### Exercise input
= Beginning of Section =
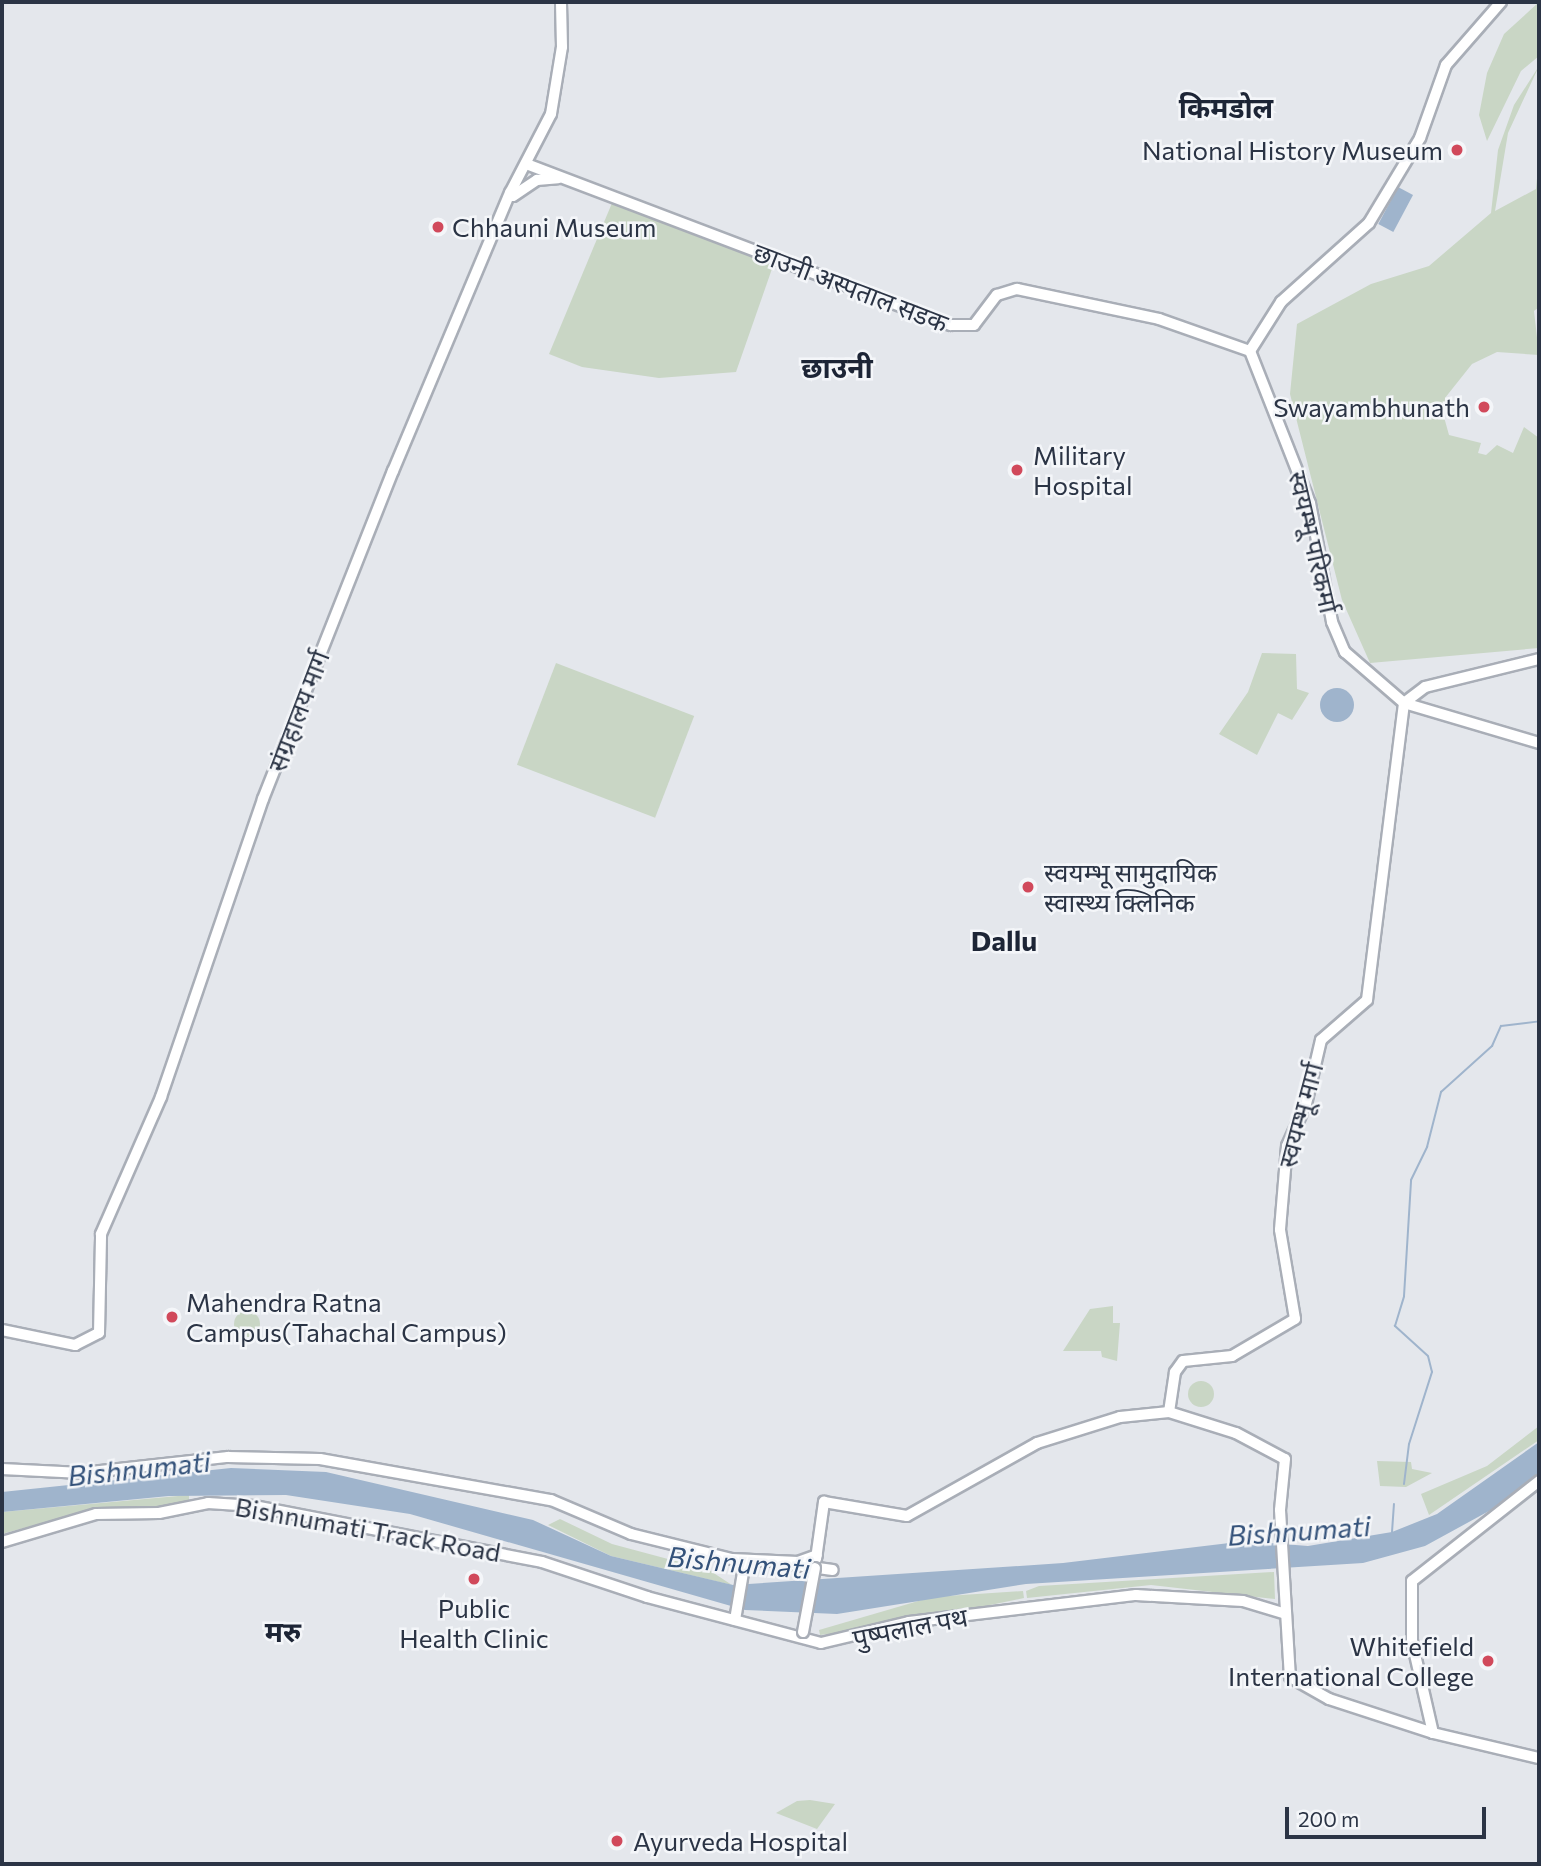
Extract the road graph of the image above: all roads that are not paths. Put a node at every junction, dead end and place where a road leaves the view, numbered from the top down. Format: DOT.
graph roads {
  1 [pos="561,2"];
  2 [pos="1502,2"];
  3 [pos="529,165"];
  4 [pos="563,178"];
  5 [pos="498,219"];
  6 [pos="1250,351"];
  7 [pos="1539,659"];
  8 [pos="1404,703"];
  9 [pos="1539,743"];
  10 [pos="2,1330"];
  11 [pos="1169,1412"];
  12 [pos="2,1469"];
  13 [pos="19,1472"];
  14 [pos="2,1479"];
  15 [pos="1539,1481"];
  16 [pos="2,1542"];
  17 [pos="817,1555"];
  18 [pos="745,1561"];
  19 [pos="542,1562"];
  20 [pos="787,1563"];
  21 [pos="833,1570"];
  22 [pos="1286,1614"];
  23 [pos="736,1618"];
  24 [pos="802,1636"];
  25 [pos="1433,1733"];
  26 [pos="1539,1758"];
  1 -- 3 [label="main road, संग्रहालय मार्ग"];
  2 -- 6 [label="main road"];
  3 -- 4 [label="main road, छाउनी अस्पताल सडक"];
  3 -- 5 [label="main road, संग्रहालय मार्ग"];
  4 -- 5 [label="main road"];
  4 -- 6 [label="main road, छाउनी अस्पताल सडक"];
  5 -- 10 [label="main road, संग्रहालय मार्ग"];
  6 -- 8 [label="main road, स्वयम्भू परिकर्मा"];
  7 -- 8 [label="main road"];
  8 -- 9 [label="main road"];
  8 -- 11 [label="main road, स्वयम्भू मार्ग"];
  11 -- 17 [label="main road"];
  11 -- 22 [label="main road"];
  12 -- 13 [label="main road, Bishnumati Track Road"];
  13 -- 14 [label="main road"];
  13 -- 18 [label="main road, Bishnumati Track Road"];
  15 -- 25 [label="main road"];
  16 -- 19 [label="main road, Bishnumati Track Road"];
  17 -- 20 [label="main road, Bishnumati Track Road"];
  17 -- 24 [label="main road, bridge"];
  18 -- 20 [label="main road, Bishnumati Track Road"];
  18 -- 23 [label="main road"];
  19 -- 23 [label="main road, पुष्पलाल पथ"];
  20 -- 21 [label="main road"];
  22 -- 24 [label="main road, पुष्पलाल पथ"];
  22 -- 25 [label="main road"];
  23 -- 24 [label="main road, पुष्पलाल पथ"];
  25 -- 26 [label="main road"];
}
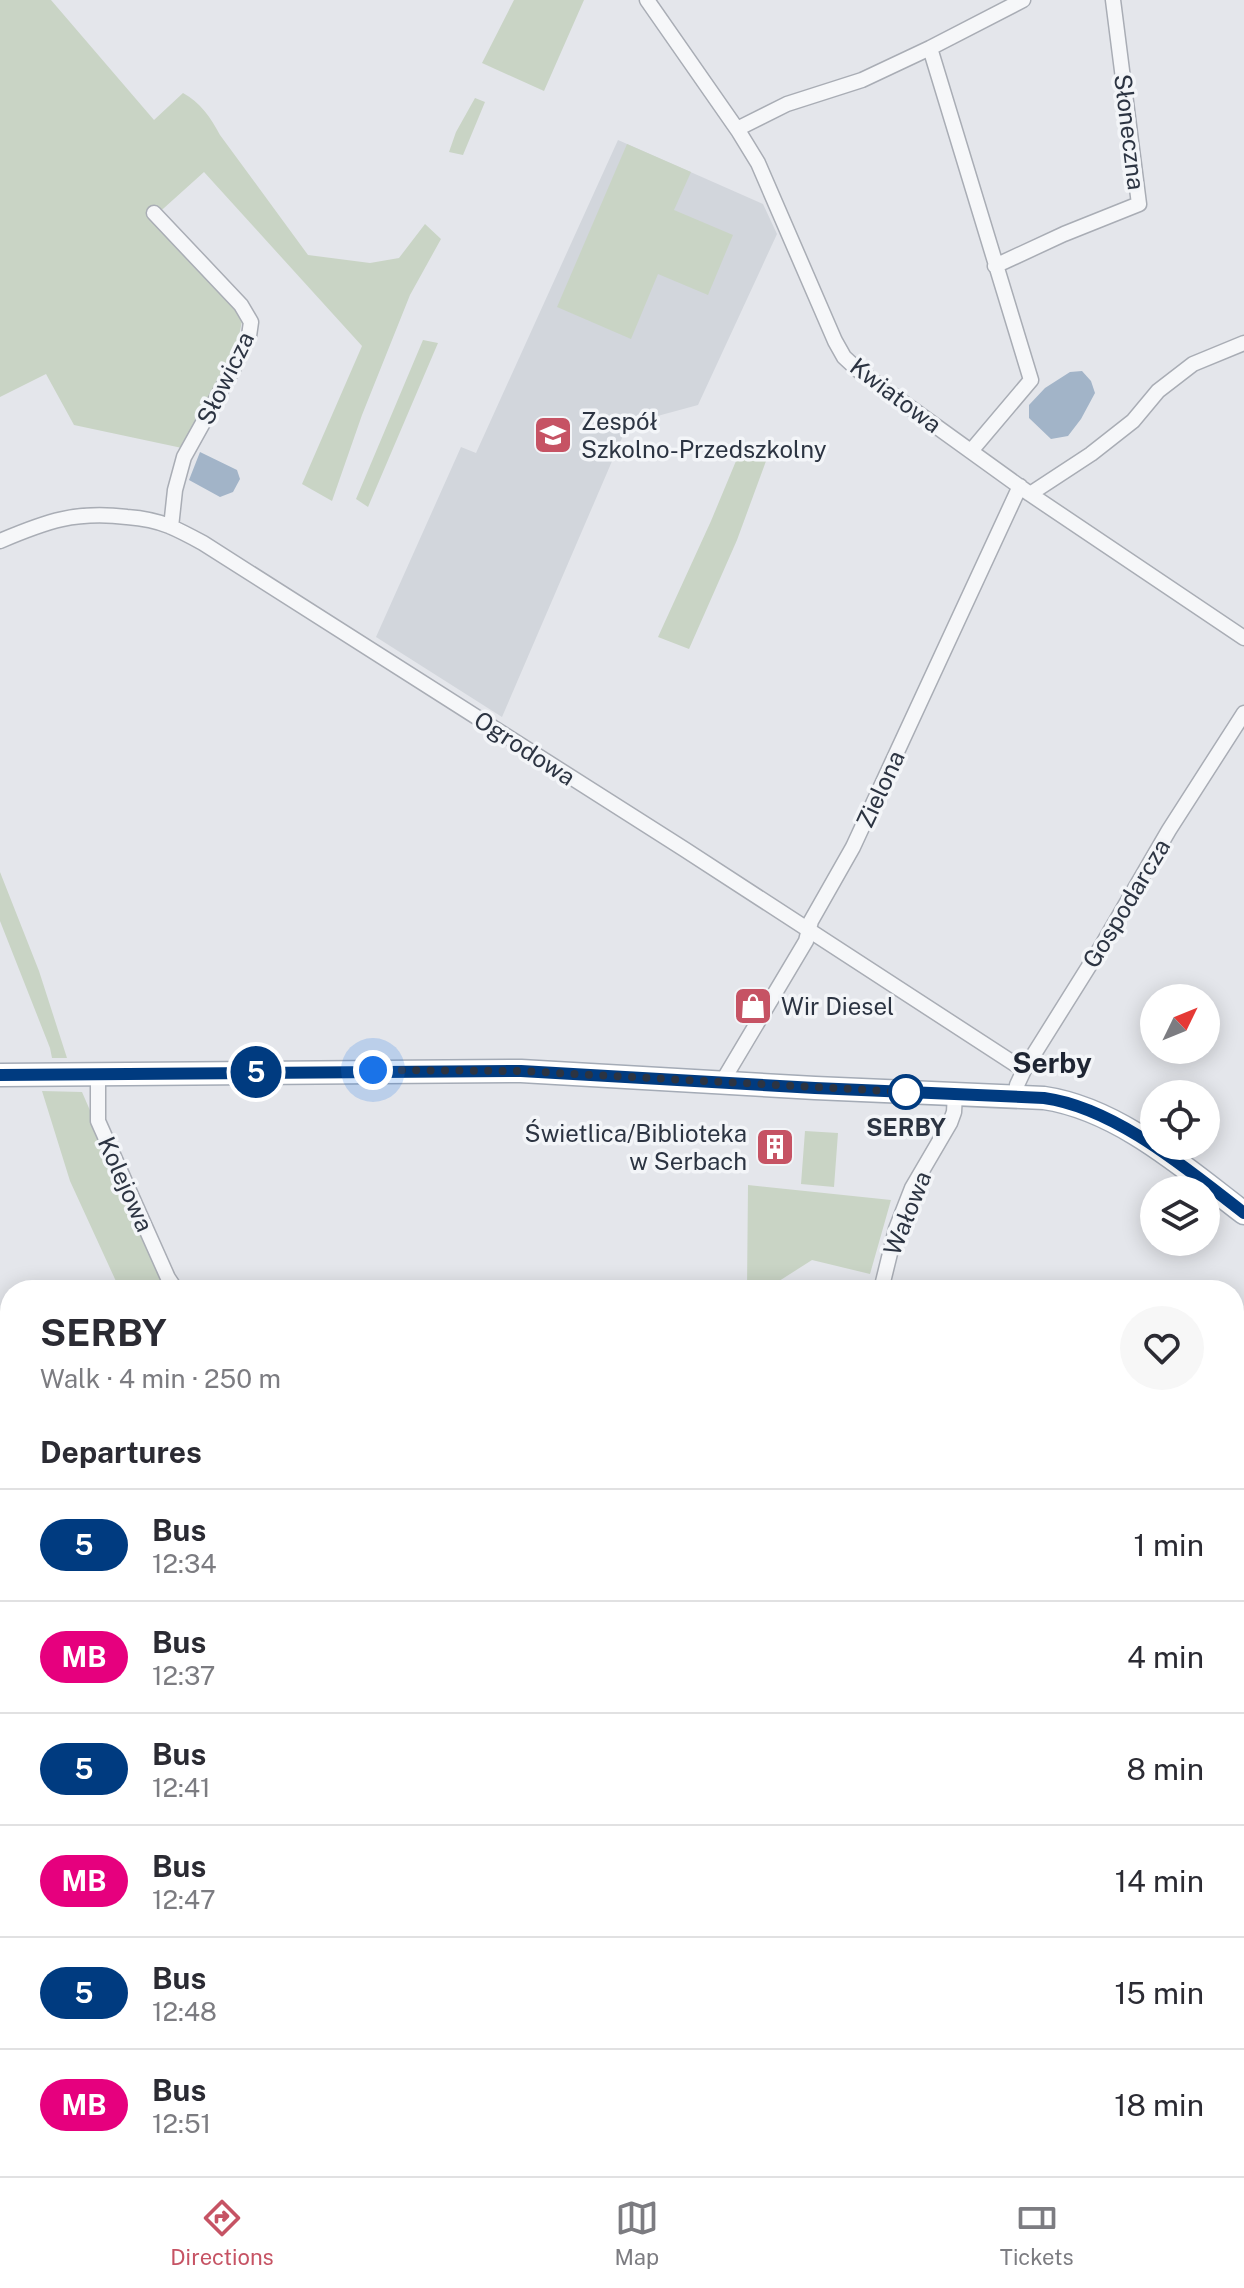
= End of Section =
### What is expected
Exact copy, no pictures: reproduce every record above.

### Exercise answer
Extract the road graph of the image above: all roads that are not paths. Put a node at every junction, dead end and place where a road leaves the view, numbered from the top down. Format: DOT.
graph roads {
  1 [pos="561,2"];
  2 [pos="1502,2"];
  3 [pos="529,165"];
  4 [pos="563,178"];
  5 [pos="498,219"];
  6 [pos="1250,351"];
  7 [pos="1539,659"];
  8 [pos="1404,703"];
  9 [pos="1539,743"];
  10 [pos="2,1330"];
  11 [pos="1169,1412"];
  12 [pos="2,1469"];
  13 [pos="19,1472"];
  14 [pos="2,1479"];
  15 [pos="1539,1481"];
  16 [pos="2,1542"];
  17 [pos="817,1555"];
  18 [pos="745,1561"];
  19 [pos="542,1562"];
  20 [pos="787,1563"];
  21 [pos="833,1570"];
  22 [pos="1286,1614"];
  23 [pos="736,1618"];
  24 [pos="802,1636"];
  25 [pos="1433,1733"];
  26 [pos="1539,1758"];
  1 -- 3 [label="main road, संग्रहालय मार्ग"];
  2 -- 6 [label="main road"];
  3 -- 4 [label="main road, छाउनी अस्पताल सडक"];
  3 -- 5 [label="main road, संग्रहालय मार्ग"];
  4 -- 5 [label="main road"];
  4 -- 6 [label="main road, छाउनी अस्पताल सडक"];
  5 -- 10 [label="main road, संग्रहालय मार्ग"];
  6 -- 8 [label="main road, स्वयम्भू परिकर्मा"];
  7 -- 8 [label="main road"];
  8 -- 9 [label="main road"];
  8 -- 11 [label="main road, स्वयम्भू मार्ग"];
  11 -- 17 [label="main road"];
  11 -- 22 [label="main road"];
  12 -- 13 [label="main road, Bishnumati Track Road"];
  13 -- 14 [label="main road"];
  13 -- 18 [label="main road, Bishnumati Track Road"];
  15 -- 25 [label="main road"];
  16 -- 19 [label="main road, Bishnumati Track Road"];
  17 -- 20 [label="main road, Bishnumati Track Road"];
  17 -- 24 [label="main road, bridge"];
  18 -- 20 [label="main road, Bishnumati Track Road"];
  18 -- 23 [label="main road"];
  19 -- 23 [label="main road, पुष्पलाल पथ"];
  20 -- 21 [label="main road"];
  22 -- 24 [label="main road, पुष्पलाल पथ"];
  22 -- 25 [label="main road"];
  23 -- 24 [label="main road, पुष्पलाल पथ"];
  25 -- 26 [label="main road"];
}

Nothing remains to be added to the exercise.